[Start of section]
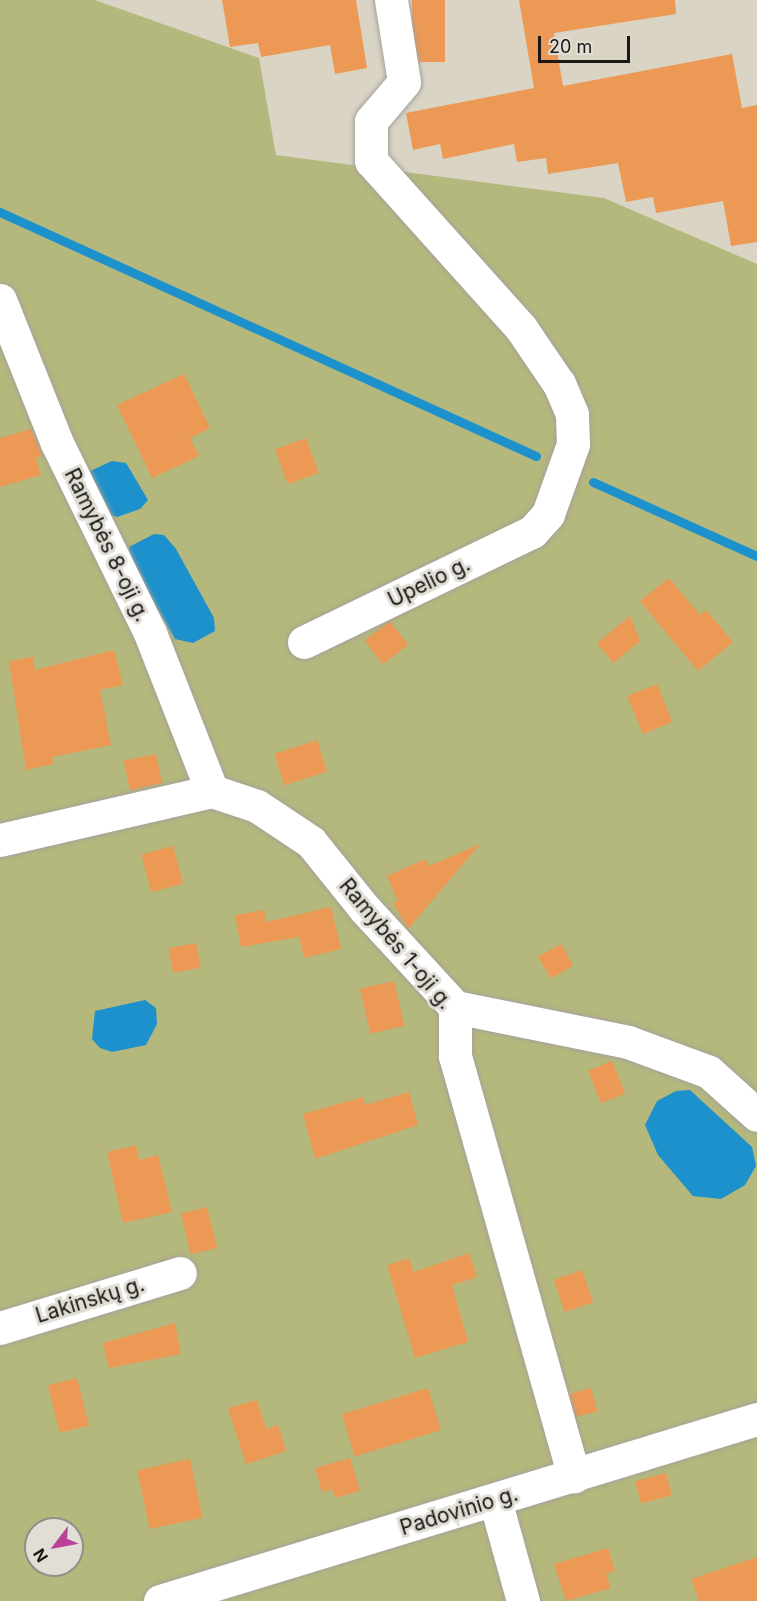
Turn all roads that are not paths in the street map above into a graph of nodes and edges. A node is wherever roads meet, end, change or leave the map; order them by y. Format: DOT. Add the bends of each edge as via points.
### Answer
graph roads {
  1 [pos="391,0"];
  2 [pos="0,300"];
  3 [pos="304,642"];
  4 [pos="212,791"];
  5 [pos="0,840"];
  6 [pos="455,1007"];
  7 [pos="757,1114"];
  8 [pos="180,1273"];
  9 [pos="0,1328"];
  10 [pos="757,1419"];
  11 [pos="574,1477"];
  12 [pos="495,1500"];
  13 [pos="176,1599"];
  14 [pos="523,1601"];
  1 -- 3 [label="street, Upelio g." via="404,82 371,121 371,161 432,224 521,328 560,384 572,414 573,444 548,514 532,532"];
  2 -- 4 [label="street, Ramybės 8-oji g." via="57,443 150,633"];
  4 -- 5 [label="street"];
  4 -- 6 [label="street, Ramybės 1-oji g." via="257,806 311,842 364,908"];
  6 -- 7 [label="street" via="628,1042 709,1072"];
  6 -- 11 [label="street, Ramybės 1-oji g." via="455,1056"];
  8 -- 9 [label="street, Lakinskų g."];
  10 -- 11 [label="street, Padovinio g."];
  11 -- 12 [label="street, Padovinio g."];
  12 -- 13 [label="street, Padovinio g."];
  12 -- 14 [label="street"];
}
[End of section]
### YOUR OBJECTIVE
For this exercise, transcribe the data above line by line, exactly, with pictures omitted.

### COMPLETED TASK
Turn all roads that are not paths in the street map above into a graph of nodes and edges. A node is wherever roads meet, end, change or leave the map; order them by y. Format: DOT. Add the bends of each edge as via points.
### Answer
graph roads {
  1 [pos="391,0"];
  2 [pos="0,300"];
  3 [pos="304,642"];
  4 [pos="212,791"];
  5 [pos="0,840"];
  6 [pos="455,1007"];
  7 [pos="757,1114"];
  8 [pos="180,1273"];
  9 [pos="0,1328"];
  10 [pos="757,1419"];
  11 [pos="574,1477"];
  12 [pos="495,1500"];
  13 [pos="176,1599"];
  14 [pos="523,1601"];
  1 -- 3 [label="street, Upelio g." via="404,82 371,121 371,161 432,224 521,328 560,384 572,414 573,444 548,514 532,532"];
  2 -- 4 [label="street, Ramybės 8-oji g." via="57,443 150,633"];
  4 -- 5 [label="street"];
  4 -- 6 [label="street, Ramybės 1-oji g." via="257,806 311,842 364,908"];
  6 -- 7 [label="street" via="628,1042 709,1072"];
  6 -- 11 [label="street, Ramybės 1-oji g." via="455,1056"];
  8 -- 9 [label="street, Lakinskų g."];
  10 -- 11 [label="street, Padovinio g."];
  11 -- 12 [label="street, Padovinio g."];
  12 -- 13 [label="street, Padovinio g."];
  12 -- 14 [label="street"];
}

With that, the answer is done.